… und andere sachliche Worte der Zeit für Kritik an den Gender Studies
In der Zeit hat die Kulturjournalistin und Deutschlandradio Kultur-Redakteurin Catherina Newmark gerade einen Text veröffentlicht, in dem sie Kritikern der Gender Studies vorwirft, ihre Kritik lediglich Aus Angst vor einem anderen Leben zu üben: aus Angst also vor einer Änderung bestehender Verhältnisse, aus Angst davor, dass Menschen anders leben könnten, als es gängigen Normen entspricht.
Da der Kommentarbereich nur knappe Texte erlaubt, schreibe ich hier meinen Kommentar dazu.
Der Text in der Zeit ist durchgehend von dem Bemühen geprägt, die Gender Studies als grundsätzlich unproblematisch darzustellen – obwohl doch Probleme bei einem sehr jungen Fach eigentlich zu erwarten und zudem völlig verständlich sind. Kritiker erscheinen durch diese Darstellung als unlautere, unsachliche Ideologen, die bloß persönlichen Interessen folgen.
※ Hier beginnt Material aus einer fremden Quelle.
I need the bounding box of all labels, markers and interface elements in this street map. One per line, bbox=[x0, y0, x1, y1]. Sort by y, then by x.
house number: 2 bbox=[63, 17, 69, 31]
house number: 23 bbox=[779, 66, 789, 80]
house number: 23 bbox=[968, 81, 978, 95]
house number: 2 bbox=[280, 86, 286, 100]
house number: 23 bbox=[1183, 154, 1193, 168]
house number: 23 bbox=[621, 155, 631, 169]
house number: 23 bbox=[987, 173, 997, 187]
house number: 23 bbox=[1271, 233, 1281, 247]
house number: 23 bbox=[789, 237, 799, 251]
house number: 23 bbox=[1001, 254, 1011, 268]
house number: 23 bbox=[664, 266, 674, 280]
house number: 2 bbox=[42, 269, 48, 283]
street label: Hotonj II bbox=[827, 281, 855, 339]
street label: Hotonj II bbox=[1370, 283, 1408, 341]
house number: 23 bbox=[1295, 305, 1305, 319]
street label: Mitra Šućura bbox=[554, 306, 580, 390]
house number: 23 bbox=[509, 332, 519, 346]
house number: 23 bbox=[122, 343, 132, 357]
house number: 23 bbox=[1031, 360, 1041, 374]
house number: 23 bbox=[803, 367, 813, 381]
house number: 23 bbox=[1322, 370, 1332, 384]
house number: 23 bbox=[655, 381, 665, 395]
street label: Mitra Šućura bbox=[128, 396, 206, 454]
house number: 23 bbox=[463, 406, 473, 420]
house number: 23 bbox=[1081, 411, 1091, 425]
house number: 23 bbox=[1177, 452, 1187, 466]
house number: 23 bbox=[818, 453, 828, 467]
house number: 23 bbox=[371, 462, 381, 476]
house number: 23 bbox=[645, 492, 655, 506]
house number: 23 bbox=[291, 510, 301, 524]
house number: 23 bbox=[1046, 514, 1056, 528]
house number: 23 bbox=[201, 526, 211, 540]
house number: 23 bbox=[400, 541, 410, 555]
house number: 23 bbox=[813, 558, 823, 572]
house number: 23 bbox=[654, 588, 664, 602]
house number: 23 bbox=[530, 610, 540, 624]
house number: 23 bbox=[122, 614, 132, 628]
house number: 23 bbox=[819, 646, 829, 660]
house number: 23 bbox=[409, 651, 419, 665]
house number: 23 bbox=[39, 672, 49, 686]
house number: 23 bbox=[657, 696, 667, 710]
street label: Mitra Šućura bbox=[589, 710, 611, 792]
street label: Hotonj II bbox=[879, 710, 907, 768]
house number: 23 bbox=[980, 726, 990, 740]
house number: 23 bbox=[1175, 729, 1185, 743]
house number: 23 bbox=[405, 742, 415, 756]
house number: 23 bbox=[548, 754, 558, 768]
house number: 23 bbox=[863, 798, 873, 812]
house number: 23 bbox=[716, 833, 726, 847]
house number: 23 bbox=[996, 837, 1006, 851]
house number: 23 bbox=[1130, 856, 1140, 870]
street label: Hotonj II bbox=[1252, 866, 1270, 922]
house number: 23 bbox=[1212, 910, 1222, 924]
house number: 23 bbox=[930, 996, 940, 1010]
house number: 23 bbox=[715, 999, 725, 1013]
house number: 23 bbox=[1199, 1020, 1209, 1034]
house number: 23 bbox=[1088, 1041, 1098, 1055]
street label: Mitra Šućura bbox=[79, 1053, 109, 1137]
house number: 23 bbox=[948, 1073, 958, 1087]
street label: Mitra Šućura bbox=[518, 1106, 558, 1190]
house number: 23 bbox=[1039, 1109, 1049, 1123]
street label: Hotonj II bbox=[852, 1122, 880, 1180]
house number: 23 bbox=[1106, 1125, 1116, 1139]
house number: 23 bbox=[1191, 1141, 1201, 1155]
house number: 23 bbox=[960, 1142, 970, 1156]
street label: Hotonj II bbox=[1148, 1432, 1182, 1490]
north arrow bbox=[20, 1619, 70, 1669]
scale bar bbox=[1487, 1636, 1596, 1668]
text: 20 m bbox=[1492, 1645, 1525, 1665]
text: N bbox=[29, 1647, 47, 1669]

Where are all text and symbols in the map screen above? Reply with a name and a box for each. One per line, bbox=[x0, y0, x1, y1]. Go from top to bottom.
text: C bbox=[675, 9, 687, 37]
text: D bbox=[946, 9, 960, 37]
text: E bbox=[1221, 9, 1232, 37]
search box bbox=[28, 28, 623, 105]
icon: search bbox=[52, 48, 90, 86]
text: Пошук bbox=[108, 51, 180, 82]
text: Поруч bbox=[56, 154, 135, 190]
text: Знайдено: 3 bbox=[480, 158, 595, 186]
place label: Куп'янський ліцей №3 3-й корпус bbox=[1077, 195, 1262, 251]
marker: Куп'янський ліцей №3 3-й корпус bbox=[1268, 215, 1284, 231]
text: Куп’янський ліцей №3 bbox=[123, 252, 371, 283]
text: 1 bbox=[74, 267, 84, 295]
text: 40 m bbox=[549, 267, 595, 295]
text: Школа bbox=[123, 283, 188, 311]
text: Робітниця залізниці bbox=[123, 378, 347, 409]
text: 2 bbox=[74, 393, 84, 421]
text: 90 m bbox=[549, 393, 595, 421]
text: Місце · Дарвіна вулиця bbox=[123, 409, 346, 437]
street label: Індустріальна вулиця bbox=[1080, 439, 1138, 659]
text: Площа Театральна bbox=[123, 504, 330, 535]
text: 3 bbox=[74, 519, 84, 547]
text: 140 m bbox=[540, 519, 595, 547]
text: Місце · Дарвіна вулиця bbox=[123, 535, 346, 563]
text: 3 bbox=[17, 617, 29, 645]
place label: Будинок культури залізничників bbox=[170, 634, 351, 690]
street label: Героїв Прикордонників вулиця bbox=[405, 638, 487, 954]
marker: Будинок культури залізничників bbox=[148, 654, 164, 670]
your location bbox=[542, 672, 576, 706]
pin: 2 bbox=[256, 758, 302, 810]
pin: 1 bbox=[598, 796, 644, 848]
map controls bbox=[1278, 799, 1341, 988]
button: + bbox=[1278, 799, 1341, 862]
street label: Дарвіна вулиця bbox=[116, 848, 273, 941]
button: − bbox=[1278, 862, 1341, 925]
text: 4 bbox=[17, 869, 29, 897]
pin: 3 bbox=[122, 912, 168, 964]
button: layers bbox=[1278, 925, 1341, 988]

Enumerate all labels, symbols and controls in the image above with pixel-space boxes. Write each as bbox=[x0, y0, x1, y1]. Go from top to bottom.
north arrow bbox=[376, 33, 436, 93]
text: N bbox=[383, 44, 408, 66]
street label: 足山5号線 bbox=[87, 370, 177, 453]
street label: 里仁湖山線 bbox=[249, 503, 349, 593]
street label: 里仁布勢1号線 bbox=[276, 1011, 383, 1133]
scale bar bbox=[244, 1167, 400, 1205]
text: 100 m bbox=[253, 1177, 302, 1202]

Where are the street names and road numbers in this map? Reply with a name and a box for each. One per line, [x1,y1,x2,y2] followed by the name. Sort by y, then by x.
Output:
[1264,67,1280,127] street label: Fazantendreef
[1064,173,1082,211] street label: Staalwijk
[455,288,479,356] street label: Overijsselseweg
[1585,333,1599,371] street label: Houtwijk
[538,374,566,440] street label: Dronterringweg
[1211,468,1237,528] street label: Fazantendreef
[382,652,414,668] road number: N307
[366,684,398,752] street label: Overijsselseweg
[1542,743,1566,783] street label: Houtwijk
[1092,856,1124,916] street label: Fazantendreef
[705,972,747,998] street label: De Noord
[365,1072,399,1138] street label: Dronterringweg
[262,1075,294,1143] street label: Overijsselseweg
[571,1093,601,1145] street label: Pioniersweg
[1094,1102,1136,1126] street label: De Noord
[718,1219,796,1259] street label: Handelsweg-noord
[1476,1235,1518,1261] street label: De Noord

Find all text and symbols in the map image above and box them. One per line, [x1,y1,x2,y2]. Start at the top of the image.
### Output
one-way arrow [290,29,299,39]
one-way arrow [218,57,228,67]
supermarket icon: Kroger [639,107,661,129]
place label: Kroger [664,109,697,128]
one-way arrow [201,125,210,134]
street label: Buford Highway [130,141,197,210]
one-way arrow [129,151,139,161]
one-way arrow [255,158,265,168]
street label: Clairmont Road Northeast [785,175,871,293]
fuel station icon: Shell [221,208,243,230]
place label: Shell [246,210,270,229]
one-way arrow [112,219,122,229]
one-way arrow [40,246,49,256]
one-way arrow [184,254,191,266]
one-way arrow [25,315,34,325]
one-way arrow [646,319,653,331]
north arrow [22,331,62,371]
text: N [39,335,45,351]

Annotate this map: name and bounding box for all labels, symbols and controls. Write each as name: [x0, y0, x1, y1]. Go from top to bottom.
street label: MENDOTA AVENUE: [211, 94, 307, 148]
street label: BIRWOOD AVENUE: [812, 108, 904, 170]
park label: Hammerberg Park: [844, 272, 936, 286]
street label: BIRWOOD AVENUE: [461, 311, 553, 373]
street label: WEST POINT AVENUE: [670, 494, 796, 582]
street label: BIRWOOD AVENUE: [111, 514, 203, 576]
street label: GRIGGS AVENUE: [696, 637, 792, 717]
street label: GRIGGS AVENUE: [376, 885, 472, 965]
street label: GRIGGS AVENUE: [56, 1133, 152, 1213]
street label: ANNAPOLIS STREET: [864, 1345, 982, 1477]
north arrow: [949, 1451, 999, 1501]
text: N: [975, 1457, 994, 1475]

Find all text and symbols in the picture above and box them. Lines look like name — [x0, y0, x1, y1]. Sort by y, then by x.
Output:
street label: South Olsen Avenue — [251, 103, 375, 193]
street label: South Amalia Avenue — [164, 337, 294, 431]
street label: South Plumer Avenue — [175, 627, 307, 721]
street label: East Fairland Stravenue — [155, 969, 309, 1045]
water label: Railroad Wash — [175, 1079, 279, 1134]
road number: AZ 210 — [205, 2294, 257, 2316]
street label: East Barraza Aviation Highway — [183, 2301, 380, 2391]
„Antifeministische Rhetorik“, also natürlich keine Argumente, führten sie an, und das ist denn natürlich als „Backlash“ zu verstehen – als ob Kritik durch nichts anderes begründet sein könnte als durch die Angst von Männern, die um ihre Machtpositionen fürchten und nun gegen emanzipatorische Positionen zurückschlagen.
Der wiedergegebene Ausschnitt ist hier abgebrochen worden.